Senyuman tipis muncul di bibir Erna saat Bjorn memandangnya saat dia membuat pernyataan berani. Wajahnya bersinar merah dan senyum malu-malu terlihat di wajahnya, dia benar-benar tak tertahankan. Dia hampir bisa melihat ekor rusa yang halus berayun di balik gaunnya.
"Baiklah, selamat, istriku adalah yang tercantik di seluruh negeri." Bjorn menundukkan kepalanya. Erna berseri-seri dan tersipu ketika dia memetik bunga dari dahan dan meletakkannya di belakang telinganya.
"Ini milikmu," kata Erna, mengumpulkan keberanian untuk menempelkan bunga di telinga Bjorn juga. "Hampir saja, tapi kamu juga memenangkan tempat pertama," bisiknya, nyaris tidak bisa menahan tawa. Bjorn memandangnya, bingung dan kemudian tertawa setengah hati.
Reaksinya agak menyendiri, tapi Erna memilih untuk mengerti. Sudah menjadi rahasia umum bahwa dia adalah pangeran paling tampan di dunia. Tentu saja, dia belum bertemu semua pangeran, tetapi ada beberapa fakta yang tidak dapat disangkal yang tidak memerlukan verifikasi.
Bjorn menarik talinya dan bangkit dari tempat tidur. Bunga yang diberikan Erna padanya tergantung longgar di jari-jarinya. Pangeran paling tampan di dunia Erna meletakkan bunga-bunga itu di baskom dan menuju kamar mandi.

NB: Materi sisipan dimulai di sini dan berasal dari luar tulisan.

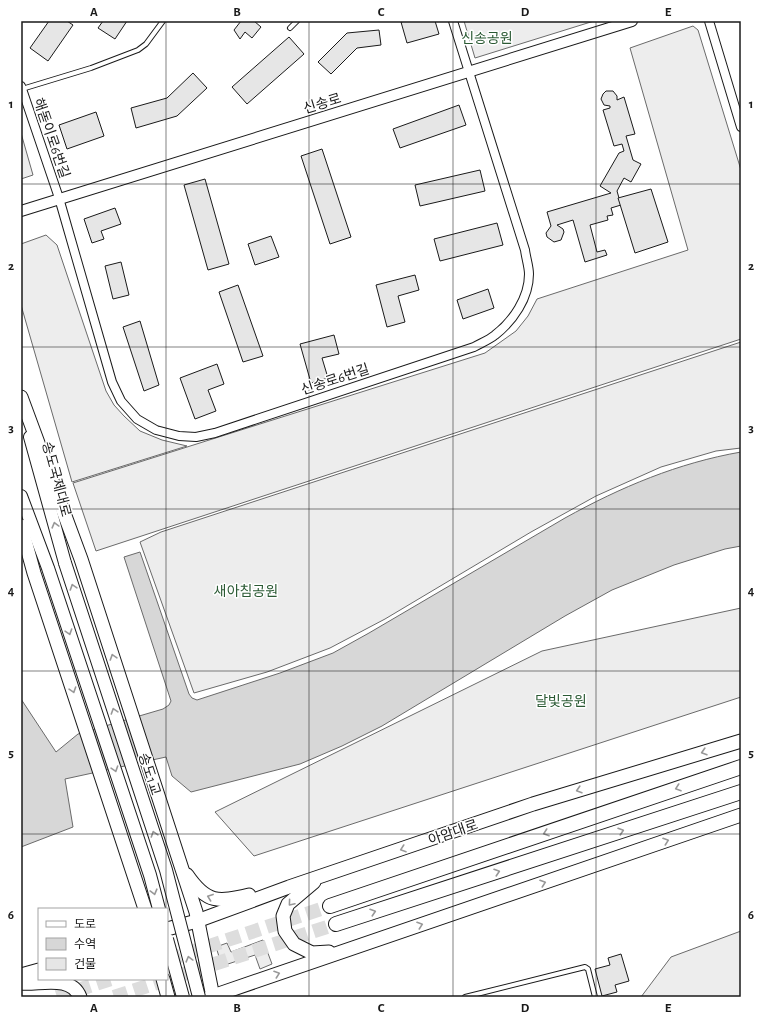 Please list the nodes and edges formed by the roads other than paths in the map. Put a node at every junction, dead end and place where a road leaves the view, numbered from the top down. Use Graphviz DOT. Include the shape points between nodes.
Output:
graph roads {
  1 [pos="163,21"];
  2 [pos="297,21"];
  3 [pos="453,21"];
  4 [pos="632,21"];
  5 [pos="709,21"];
  6 [pos="290,28"];
  7 [pos="468,72"];
  8 [pos="22,87"];
  9 [pos="741,127"];
  10 [pos="59,198"];
  11 [pos="21,211"];
  12 [pos="21,397"];
  13 [pos="21,403"];
  14 [pos="21,496"];
  15 [pos="21,526"];
  16 [pos="65,563"];
  17 [pos="741,741"];
  18 [pos="741,767"];
  19 [pos="741,792"];
  20 [pos="741,815"];
  21 [pos="176,854"];
  22 [pos="320,877"];
  23 [pos="289,887"];
  24 [pos="140,894"];
  25 [pos="330,906"];
  26 [pos="135,908"];
  27 [pos="145,908"];
  28 [pos="159,908"];
  29 [pos="197,921"];
  30 [pos="336,924"];
  31 [pos="168,929"];
  32 [pos="168,943"];
  33 [pos="344,951"];
  34 [pos="38,970"];
  35 [pos="21,976"];
  36 [pos="163,980"];
  37 [pos="258,981"];
  38 [pos="21,982"];
  39 [pos="80,997"];
  40 [pos="168,997"];
  41 [pos="183,997"];
  42 [pos="199,997"];
  43 [pos="212,997"];
  44 [pos="245,997"];
  45 [pos="465,997"];
  46 [pos="594,997"];
  1 -- 8 [label="lane" via="146,44 138,50 97,66"];
  2 -- 6 [label="lane"];
  3 -- 7 [label="street, 신송로6번길"];
  4 -- 7 [label="street, 신송로"];
  5 -- 9 [label="street"];
  7 -- 10 [label="street, 신송로"];
  7 -- 10 [label="street, 신송로6번길" via="525,250 529,275 525,294 509,322 495,335 474,347 215,433 196,437 156,430 137,419 121,401 112,382"];
  8 -- 10 [label="street, 해돋이로6번길"];
  10 -- 11 [label="street, 신송로"];
  21 -- 12 [label="main road, one-way" via="81,559"];
  16 -- 13 [label="main road, 송도국제대로, one-way"];
  14 -- 28 [label="main road, one-way" via="48,568"];
  15 -- 24 [label="main road, one-way" via="34,573"];
  42 -- 16 [label="main road, 송도1교, one-way, bridge" via="166,870"];
  17 -- 22 [label="main road, 아암대로, one-way" via="533,804"];
  18 -- 25 [label="highway, one-way"];
  30 -- 19 [label="highway, one-way"];
  33 -- 20 [label="main road, one-way"];
  23 -- 21 [label="main road, one-way" via="224,900 211,898 204,895 188,876"];
  21 -- 29 [label="main road"];
  22 -- 23 [label="main road, 아암대로"];
  22 -- 33 [label="main road, one-way" via="288,904 283,916 286,931 294,944 312,953"];
  23 -- 29 [label="main road, 아암대로"];
  24 -- 26 [label="main road"];
  24 -- 27 [label="main road"];
  29 -- 31 [label="main road, 아암대로"];
  29 -- 43 [label="main road"];
  32 -- 41 [label="main road, bridge"];
  37 -- 33 [label="main road, one-way"];
  34 -- 35 [label="main road"];
  36 -- 40 [label="main road"];
  37 -- 43 [label="main road"];
  37 -- 44 [label="main road"];
  38 -- 39 [label="main road" via="57,981 70,986"];
  45 -- 46 [label="lane" via="585,967 588,969"];
} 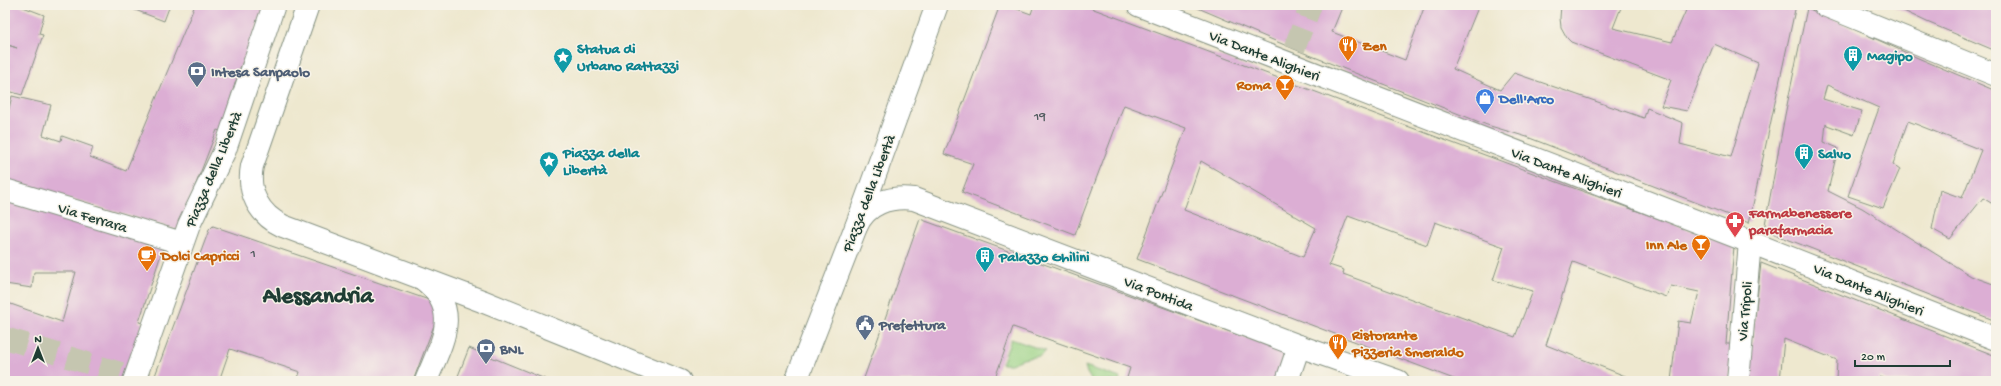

Erna menahan napas, mendekati jendela dan berdiri di depan mangkuk perunggu. Perasaan bunga bermekaran di hatinya kemungkinan besar disebabkan oleh harumnya jeruk yang terbawa angin.
Sebelum berbalik, Erna dengan lembut meletakkan bunganya ke dalam mangkuk dan membiarkannya mengapung bersama bunga lainnya. Dia terpesona oleh sinar matahari yang menyinari permukaan air, tempat Bunga Jeruk berenang bersama.